1996 digital recordings with Richard Kaufman conducting the New Zealand Symphony Orchestra and Youth Choir. Reissue with new packaging. Notes by Tony Thomas and package design by Jim Titus. 500 edition.
A valuable and much needed CD that brings back into a wider awareness six dazzling displays of musical virtuosity from the pen of Alfred Newman. Golden music from the Golden Age of movie making with suites from WUTHERING HEIGHTS (’39), PRINCE OF FOXES (’49), PRISONER OF ZENDA (’37), and DRAGONWYCK (’46), along with the love theme from DAVID AND BATHSHEBA (’51) and a symphonic march drawn from BRIGHAM YOUNG (’40). This is music of such power and strength that to have heard it is to remain forever marked by it.

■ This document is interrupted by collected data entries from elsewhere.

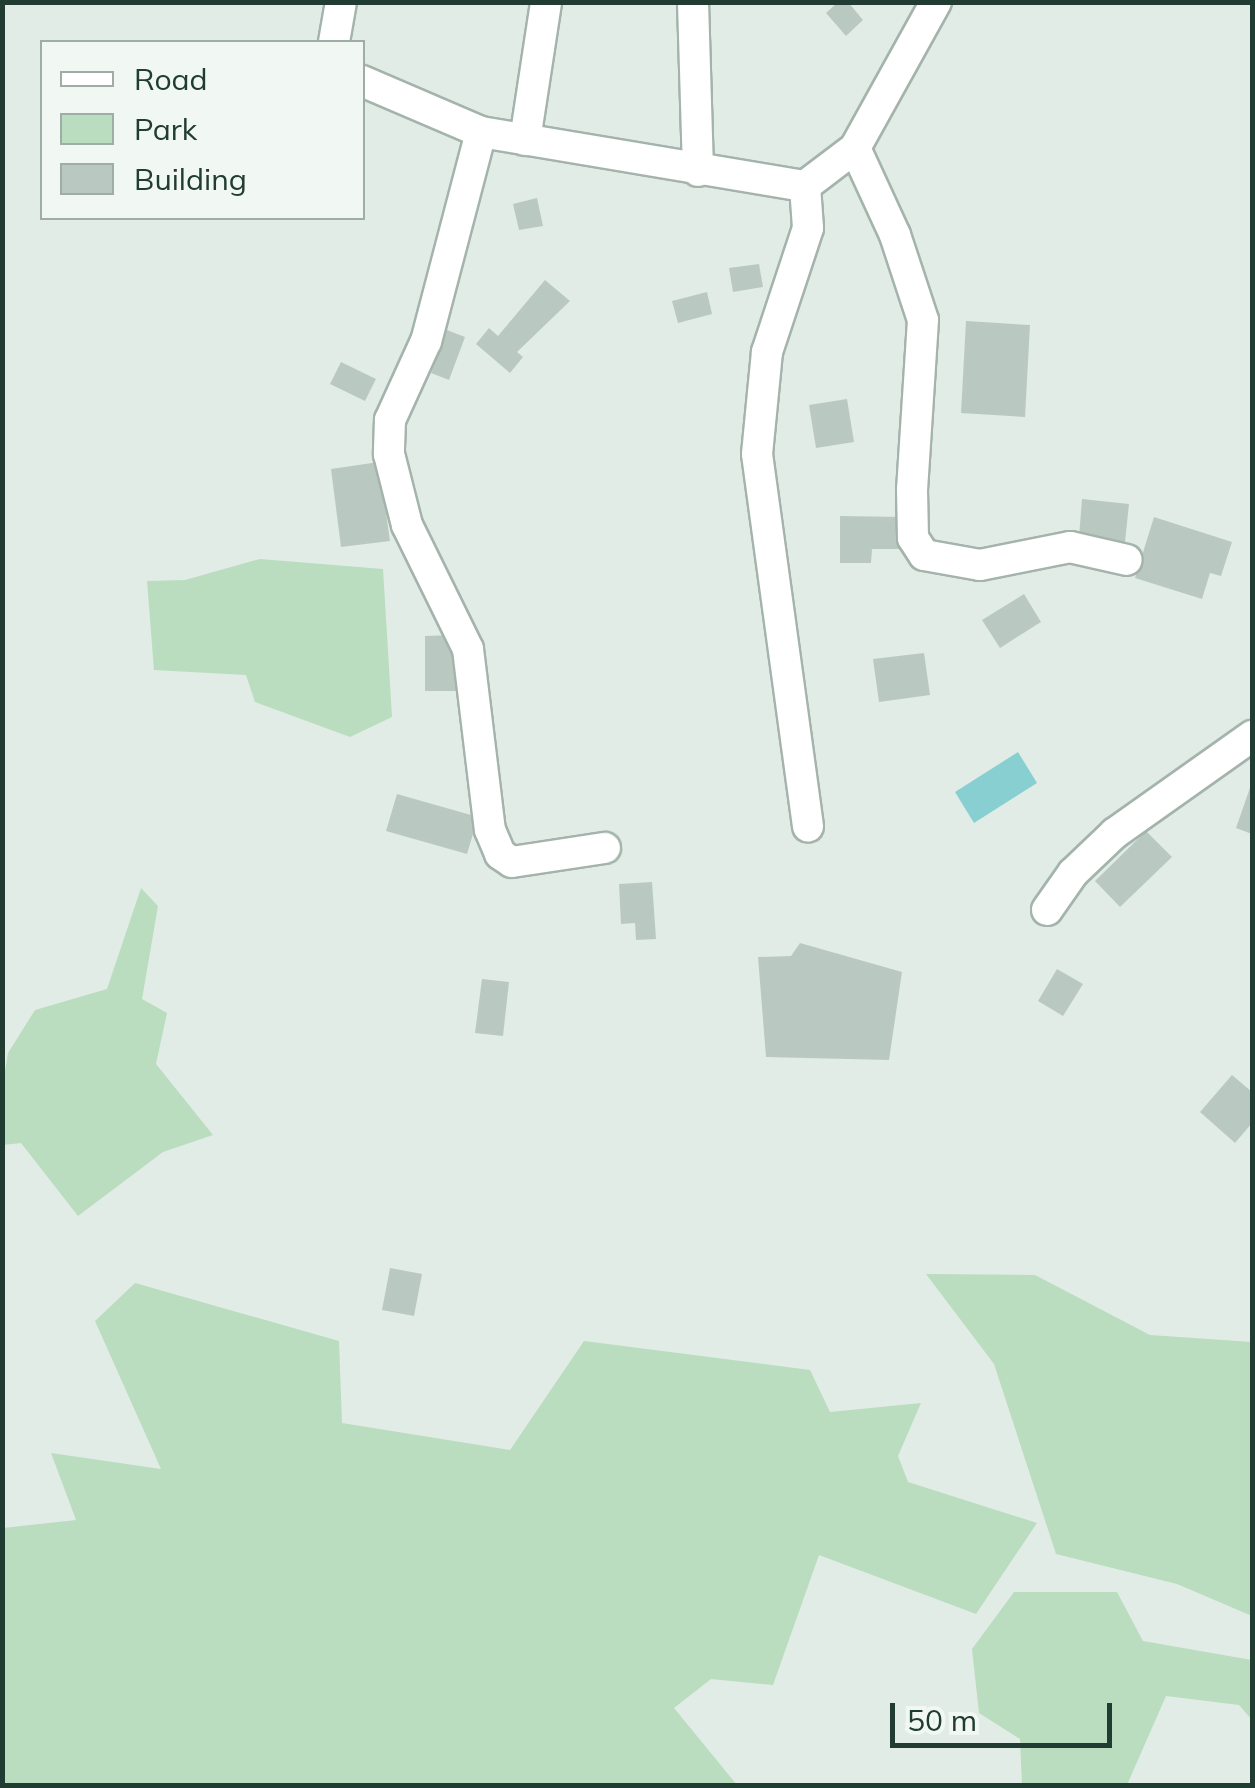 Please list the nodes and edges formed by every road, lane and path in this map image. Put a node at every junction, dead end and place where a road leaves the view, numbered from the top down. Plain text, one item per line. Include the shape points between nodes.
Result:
1 (341, 2) edge
2 (546, 2) edge
3 (693, 2) edge
4 (936, 2) edge
5 (334, 40) edge
6 (365, 82) edge
7 (481, 132) junction
8 (525, 140) junction
9 (855, 148) junction
10 (698, 172) junction
11 (806, 186) junction
12 (1127, 560) dead end
13 (1252, 736) edge
14 (808, 827) dead end
15 (604, 848) dead end
16 (1046, 910) dead end

1 - 5 street
2 - 8 street
3 - 10 street
4 - 9 street
6 - 7 street
7 - 8 street
7 - 15 street via 426,341 390,420 388,454 407,526 468,649 490,830 500,854 512,862
8 - 10 street
9 - 11 street
9 - 12 street via 895,235 922,320 912,490 913,538 924,555 980,564 1070,547
10 - 11 street
11 - 14 street via 808,228 768,352 757,454
13 - 16 street via 1114,832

There’s an old musical joke about a conductor addressing an orchestra thus: "Gentleman, today we are not only going to play Tchaikovsky but we’re going to beat him too!" I’ve always thought of Newman when hearing that. Positively tigerish in his orchestral demands ("Little Caesar with a baton," was one apt description), Newman was as exacting a leader as ever was — and no one played Newman like Newman, his accelerated pacings are the stuff of Hollywood folklore. It follows then that few contemporary conductors can ever hope to match Newman’s masterful evocations of his own scoring. In this instance, Richard Kaufman does a workmanlike job.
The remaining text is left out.